If a record contains a picture, leave the picture out and reproduce everything else exactly.

========================

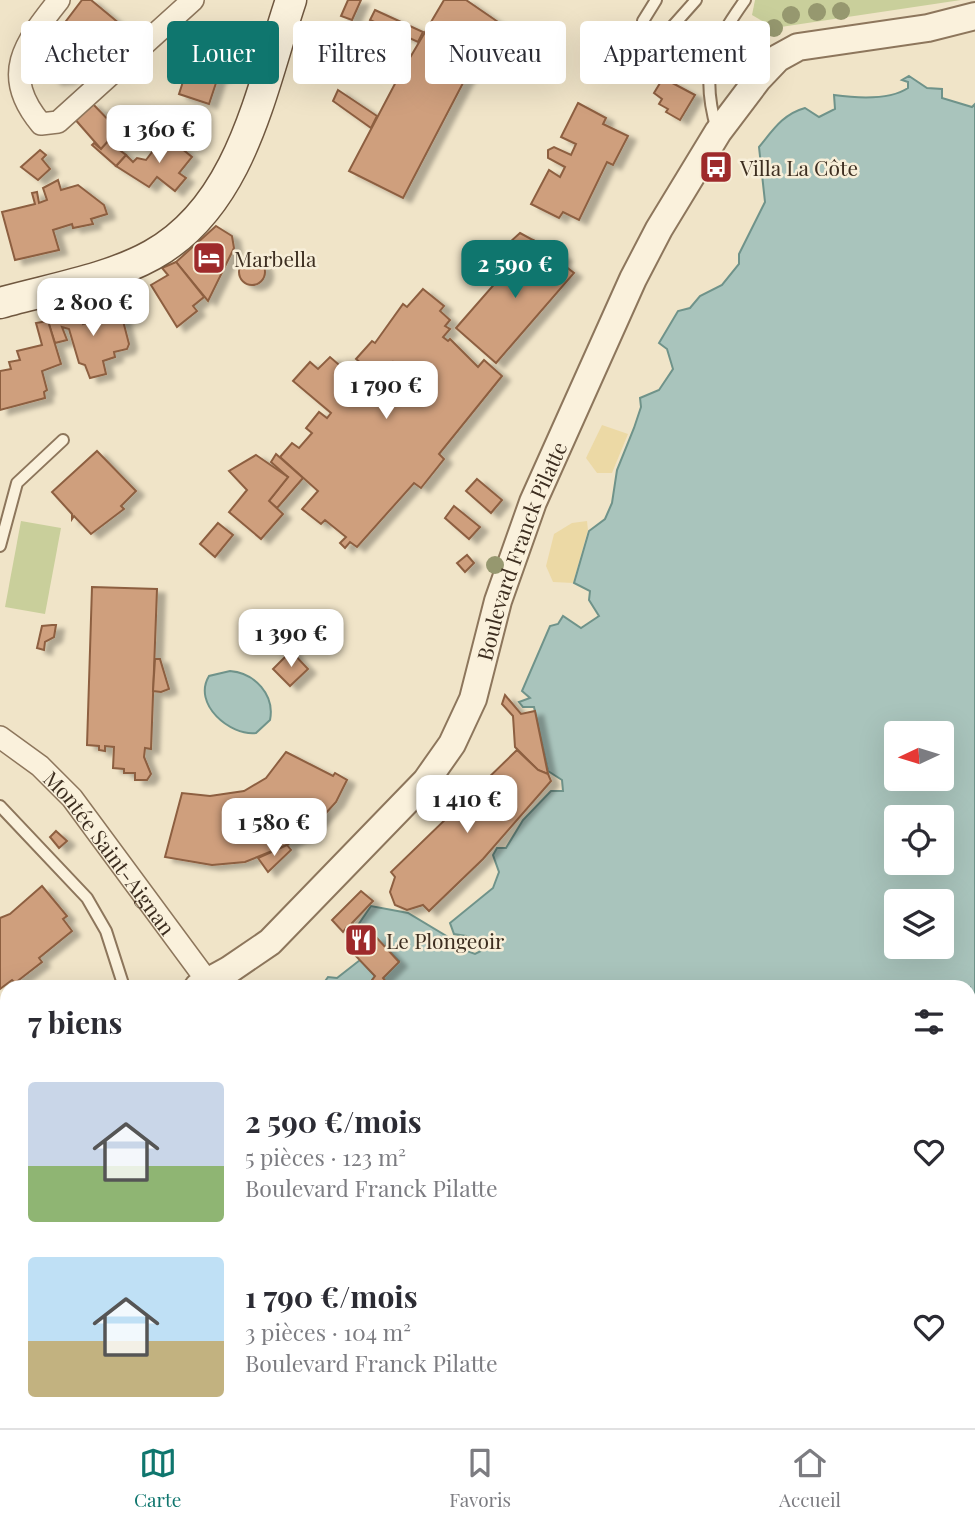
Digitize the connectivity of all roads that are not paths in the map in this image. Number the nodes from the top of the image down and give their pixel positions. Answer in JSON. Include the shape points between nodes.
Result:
{"nodes":[{"id":1,"x":59,"y":0,"type":"edge"},
{"id":2,"x":193,"y":0,"type":"edge"},
{"id":3,"x":292,"y":0,"type":"edge"},
{"id":4,"x":656,"y":0,"type":"edge"},
{"id":5,"x":696,"y":0,"type":"edge"},
{"id":6,"x":745,"y":0,"type":"edge"},
{"id":7,"x":975,"y":16,"type":"edge"},
{"id":8,"x":718,"y":132,"type":"junction"},
{"id":9,"x":0,"y":303,"type":"edge"},
{"id":10,"x":63,"y":440,"type":"dead end"},
{"id":11,"x":0,"y":546,"type":"edge"},
{"id":12,"x":0,"y":737,"type":"edge"},
{"id":13,"x":0,"y":806,"type":"edge"},
{"id":14,"x":122,"y":980,"type":"edge"},
{"id":15,"x":200,"y":980,"type":"edge"},
{"id":16,"x":209,"y":980,"type":"edge"}],
"edges":[{"from":1,"to":2,"type":"street","via":[[38,26],[17,68],[17,87],[41,124],[58,122]]},
{"from":3,"to":9,"type":"main road","via":[[241,150],[205,211],[152,255]]},
{"from":4,"to":5,"type":"lane","via":[[643,21],[643,34],[652,41],[664,36]]},
{"from":6,"to":8,"type":"lane","via":[[711,59],[708,98]]},
{"from":7,"to":8,"type":"street","name":"Boulevard Franck Pilatte","via":[[928,28],[798,47],[778,58],[758,79]]},
{"from":8,"to":16,"type":"street","name":"Boulevard Franck Pilatte","via":[[642,261],[544,475],[501,592],[473,699],[452,744],[426,781],[271,942]]},
{"from":10,"to":11,"type":"lane","via":[[17,483]]},
{"from":12,"to":15,"type":"street","name":"Montée Saint-Aignan","via":[[40,766],[72,798]]},
{"from":13,"to":14,"type":"lane","via":[[87,898],[106,931]]}]}
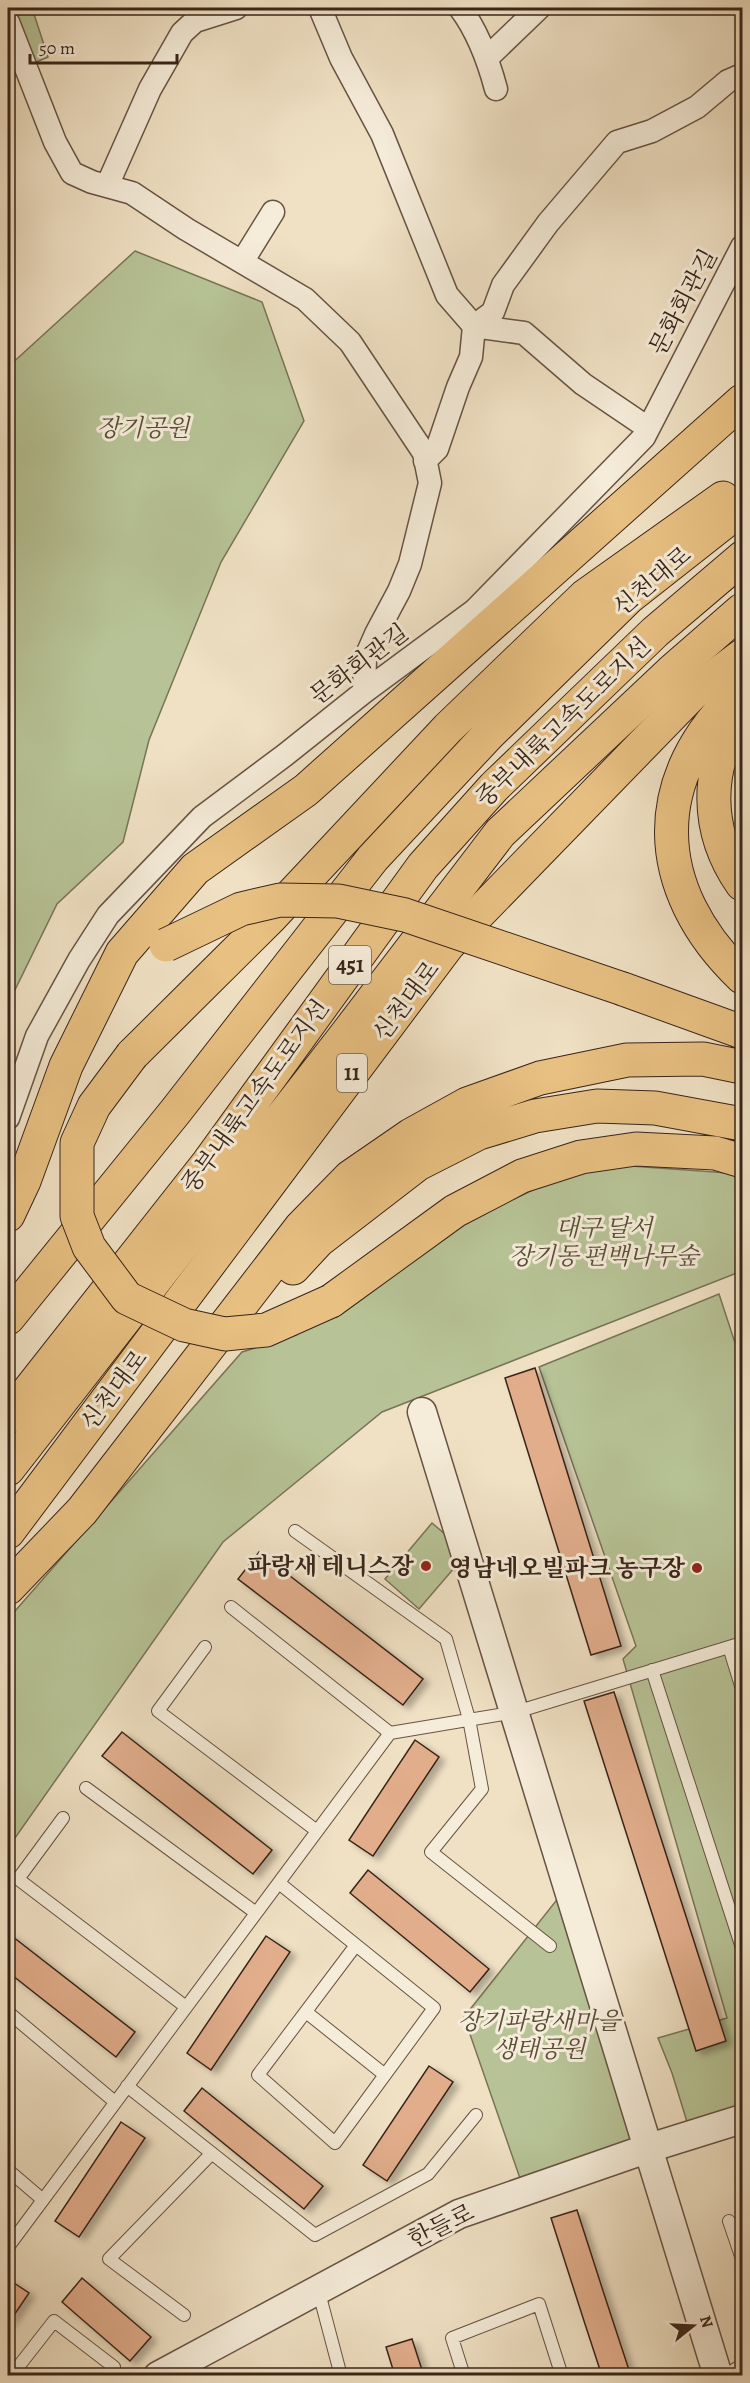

========================

> [THE COMPLETED TASK]
Digitize the connectivity of all roads that are not paths in the map in this image. Number the nodes from the top of the image down and give their pixel positions. Answer in JSON. Include the shape points between nodes.
Result:
{"nodes":[{"id":1,"x":59,"y":0,"type":"edge"},
{"id":2,"x":193,"y":0,"type":"edge"},
{"id":3,"x":292,"y":0,"type":"edge"},
{"id":4,"x":656,"y":0,"type":"edge"},
{"id":5,"x":696,"y":0,"type":"edge"},
{"id":6,"x":745,"y":0,"type":"edge"},
{"id":7,"x":975,"y":16,"type":"edge"},
{"id":8,"x":718,"y":132,"type":"junction"},
{"id":9,"x":0,"y":303,"type":"edge"},
{"id":10,"x":63,"y":440,"type":"dead end"},
{"id":11,"x":0,"y":546,"type":"edge"},
{"id":12,"x":0,"y":737,"type":"edge"},
{"id":13,"x":0,"y":806,"type":"edge"},
{"id":14,"x":122,"y":980,"type":"edge"},
{"id":15,"x":200,"y":980,"type":"edge"},
{"id":16,"x":209,"y":980,"type":"edge"}],
"edges":[{"from":1,"to":2,"type":"street","via":[[38,26],[17,68],[17,87],[41,124],[58,122]]},
{"from":3,"to":9,"type":"main road","via":[[241,150],[205,211],[152,255]]},
{"from":4,"to":5,"type":"lane","via":[[643,21],[643,34],[652,41],[664,36]]},
{"from":6,"to":8,"type":"lane","via":[[711,59],[708,98]]},
{"from":7,"to":8,"type":"street","name":"Boulevard Franck Pilatte","via":[[928,28],[798,47],[778,58],[758,79]]},
{"from":8,"to":16,"type":"street","name":"Boulevard Franck Pilatte","via":[[642,261],[544,475],[501,592],[473,699],[452,744],[426,781],[271,942]]},
{"from":10,"to":11,"type":"lane","via":[[17,483]]},
{"from":12,"to":15,"type":"street","name":"Montée Saint-Aignan","via":[[40,766],[72,798]]},
{"from":13,"to":14,"type":"lane","via":[[87,898],[106,931]]}]}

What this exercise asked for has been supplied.